Wormhole's Core Contracts, deployed on each supported blockchain network, enable the fundamental operations of sending and receiving cross-chain messages.

While the implementation details of the Core Contracts varies by network, the core functionality remains consistent across chains. Each version of the Core Contract facilitates secure and reliable cross-chain communication, ensuring that developers can effectively publish and verify messages.

This guide will walk you through the variations and key methods of the Core Contracts, providing you with the knowledge needed to integrate them into your cross-chain contracts. To learn more about Core Contracts' features and how it works, please refer to the Core Contracts page in the Learn section.

Prerequisites

To interact with the Wormhole Core Contract, you'll need the following:

How to Interact with Core Contracts

Before writing your own contracts, it's essential to understand the key functions and events of the Wormhole Core Contracts. The primary functionality revolves around:

  • Sending messages - submitting messages to the Wormhole network for cross-chain communication
  • Receiving and verifying messages - validating messages received from other chains via the Wormhole network

While the implementation details of the Core Contracts vary by network, the core functionality remains consistent across chains.

Sending Messages

To send a message, regardless of the environment or chain, the Core Contract is invoked with a message argument from an emitter. This emitter might be your contract or an existing application such as the Token Bridge or NFT Bridge.

The IWormhole.sol interface provides the publishMessage function, which can be used to publish a message directly to the Core Contract:

function publishMessage(
    uint32 nonce,
    bytes memory payload,
    uint8 consistencyLevel
) external payable returns (uint64 sequence);
Parameters

nonce uint32

A free integer field that can be used however you like. Note that changing the nonce will result in a different digest.

payload bytes memory

The content of the emitted message. Due to the constraints of individual blockchains, it may be capped to a certain maximum length.

consistencyLevel uint8

A value that defines the required level of finality that must be reached before the Guardians will observe and attest to emitted events.

Returns

sequence uint64

A unique number that increments for every message for a given emitter (and implicitly chain). This, combined with the emitter address and emitter chain ID, allows the VAA for this message to be queried from the Wormholescan API.

Example 
IWormhole wormhole = IWormhole(wormholeAddr);

// Get the fee for publishing a message
uint256 wormholeFee = wormhole.messageFee();

// Check fee and send parameters

// Create the HelloWorldMessage struct
HelloWorldMessage memory parsedMessage = HelloWorldMessage({
    payloadID: uint8(1),
    message: helloWorldMessage
});

// Encode the HelloWorldMessage struct into bytes
bytes memory encodedMessage = encodeMessage(parsedMessage);

// Send the HelloWorld message by calling publishMessage on the
// wormhole core contract and paying the Wormhole protocol fee.
messageSequence = wormhole.publishMessage{value: wormholeFee}(
    0, // batchID
    encodedMessage,
    wormholeFinality()
);

View the complete Hello World example in the Wormhole Scaffolding repository on GitHub.

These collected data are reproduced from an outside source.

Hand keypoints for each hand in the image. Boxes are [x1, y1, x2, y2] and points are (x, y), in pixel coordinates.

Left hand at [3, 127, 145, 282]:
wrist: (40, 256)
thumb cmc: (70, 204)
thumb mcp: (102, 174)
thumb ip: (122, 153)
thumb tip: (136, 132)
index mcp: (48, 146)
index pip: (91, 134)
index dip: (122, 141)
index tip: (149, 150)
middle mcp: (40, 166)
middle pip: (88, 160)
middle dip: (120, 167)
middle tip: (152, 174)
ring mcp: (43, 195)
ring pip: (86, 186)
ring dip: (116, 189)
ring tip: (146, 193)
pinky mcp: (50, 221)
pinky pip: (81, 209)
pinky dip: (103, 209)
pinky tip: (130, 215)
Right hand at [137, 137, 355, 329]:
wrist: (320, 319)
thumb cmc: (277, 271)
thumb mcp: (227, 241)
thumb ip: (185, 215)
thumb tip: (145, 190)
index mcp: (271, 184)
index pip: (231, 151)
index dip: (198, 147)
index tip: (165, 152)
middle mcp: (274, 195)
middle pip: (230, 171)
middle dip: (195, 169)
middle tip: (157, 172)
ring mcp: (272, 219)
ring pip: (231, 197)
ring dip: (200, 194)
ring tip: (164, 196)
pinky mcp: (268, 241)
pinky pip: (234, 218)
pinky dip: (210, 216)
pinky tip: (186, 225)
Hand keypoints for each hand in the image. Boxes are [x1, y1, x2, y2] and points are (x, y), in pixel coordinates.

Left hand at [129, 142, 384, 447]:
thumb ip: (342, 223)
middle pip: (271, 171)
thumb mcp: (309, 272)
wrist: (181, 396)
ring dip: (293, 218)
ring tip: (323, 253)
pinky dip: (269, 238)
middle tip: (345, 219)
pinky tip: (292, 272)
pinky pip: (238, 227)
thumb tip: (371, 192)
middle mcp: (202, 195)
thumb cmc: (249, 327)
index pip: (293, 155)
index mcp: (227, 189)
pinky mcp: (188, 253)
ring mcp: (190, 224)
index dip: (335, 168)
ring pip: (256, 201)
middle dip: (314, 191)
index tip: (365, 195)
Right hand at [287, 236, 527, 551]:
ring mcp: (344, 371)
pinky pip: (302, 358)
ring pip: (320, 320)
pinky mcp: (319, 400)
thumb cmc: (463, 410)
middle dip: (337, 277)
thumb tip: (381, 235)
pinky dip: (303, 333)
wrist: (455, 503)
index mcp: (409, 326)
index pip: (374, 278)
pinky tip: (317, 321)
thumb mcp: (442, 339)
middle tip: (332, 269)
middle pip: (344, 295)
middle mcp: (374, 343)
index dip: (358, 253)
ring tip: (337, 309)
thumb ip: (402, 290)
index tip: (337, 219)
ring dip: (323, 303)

The wormhole_anchor_sdk::wormhole module and the Wormhole program account can be used to pass a message directly to the Core Contract via the wormhole::post_message function:

pub fn post_message<'info>(
    ctx: CpiContext<'_, '_, '_, 'info, PostMessage<'info>>,
    batch_id: u32,
    payload: Vec<u8>,
    finality: Finality
) -> Result<()>
Parameters

ctx CpiContext<'_, '_, '_, 'info, PostMessage<'info>>

Provides the necessary context for executing the function, including the accounts and program information required for the Cross-Program Invocation (CPI).

Type pub struct CpiContext<'a, 'b, 'c, 'info, T> 
pub struct CpiContext<'a, 'b, 'c, 'info, T>
where
    T: ToAccountMetas + ToAccountInfos<'info>,
{
    pub accounts: T,
    pub remaining_accounts: Vec<AccountInfo<'info>>,
    pub program: AccountInfo<'info>,
    pub signer_seeds: &'a [&'b [&'c [u8]]],
}

For more information, please refer to the wormhole_anchor_sdk Rust docs.

Type PostMessage<'info> 
pub struct PostMessage<'info> {
    pub config: AccountInfo<'info>,
    pub message: AccountInfo<'info>,
    pub emitter: AccountInfo<'info>,
    pub sequence: AccountInfo<'info>,
    pub payer: AccountInfo<'info>,
    pub fee_collector: AccountInfo<'info>,
    pub clock: AccountInfo<'info>,
    pub rent: AccountInfo<'info>,
    pub system_program: AccountInfo<'info>,
}

For more information, please refer to the wormhole_anchor_sdk Rust docs.

batch_id u32

An identifier for the message batch.

payload Vec<u8>

The data being sent in the message. This is a variable-length byte array that contains the actual content or information being transmitted. To learn about the different types of payloads, check out the VAAs page.

finality Finality

Specifies the level of finality or confirmation required for the message.

Type Finality 
pub enum Finality {
    Confirmed,
    Finalized,
}
Returns

Result<()>

The result of the function’s execution. If the function completes successfully, it returns Ok(()), otherwise it returns Err(E), indicating that an error occurred along with the details about the error

Example 
let fee = ctx.accounts.wormhole_bridge.fee();
// ... Check fee and send parameters

let config = &ctx.accounts.config;
let payload: Vec<u8> = HelloWorldMessage::Hello { message }.try_to_vec()?;

// Invoke `wormhole::post_message`.
wormhole::post_message(
    CpiContext::new_with_signer(
        ctx.accounts.wormhole_program.to_account_info(),
        wormhole::PostMessage {
            // ... Set fields
        },
        &[
            // ... Set seeds
        ],
    ),
    config.batch_id,
    payload,
    config.finality.into(),
)?;

View the complete Hello World example in the Wormhole Scaffolding repository on GitHub.

Once the message is emitted from the Core Contract, the Guardian Network will observe the message and sign the digest of an Attestation VAA. On EVM chains, the body of the VAA is hashed twice with keccak256 to produce the signed digest message. On Solana, the Solana secp256k1 program will hash the message passed. In this case, the argument for the message should be a single hash of the body, not the twice-hashed body.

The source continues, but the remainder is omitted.